**DATA TO USE**.
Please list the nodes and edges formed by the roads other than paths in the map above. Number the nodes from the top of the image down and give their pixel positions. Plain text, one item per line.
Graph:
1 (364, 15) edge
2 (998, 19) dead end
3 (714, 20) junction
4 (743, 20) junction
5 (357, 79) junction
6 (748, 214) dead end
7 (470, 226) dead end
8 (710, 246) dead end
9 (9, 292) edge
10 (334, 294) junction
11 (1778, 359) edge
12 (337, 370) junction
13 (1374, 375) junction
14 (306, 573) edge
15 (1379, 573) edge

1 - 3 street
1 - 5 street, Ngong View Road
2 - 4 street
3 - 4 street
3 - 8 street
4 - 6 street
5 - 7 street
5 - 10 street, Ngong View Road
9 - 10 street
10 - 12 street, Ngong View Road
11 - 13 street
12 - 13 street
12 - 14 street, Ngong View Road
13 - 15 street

==

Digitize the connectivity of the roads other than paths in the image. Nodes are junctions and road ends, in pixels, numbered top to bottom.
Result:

**INSTRUCTIONS TO FOLLOW**. Reproduce every line in the data that has the word "paths" in it.

**WRITTEN RESPONSE**.
Please list the nodes and edges formed by the roads other than paths in the map above. Number the nodes from the top of the image down and give their pixel positions. Plain text, one item per line.
Digitize the connectivity of the roads other than paths in the image. Nodes are junctions and road ends, in pixels, numbered top to bottom.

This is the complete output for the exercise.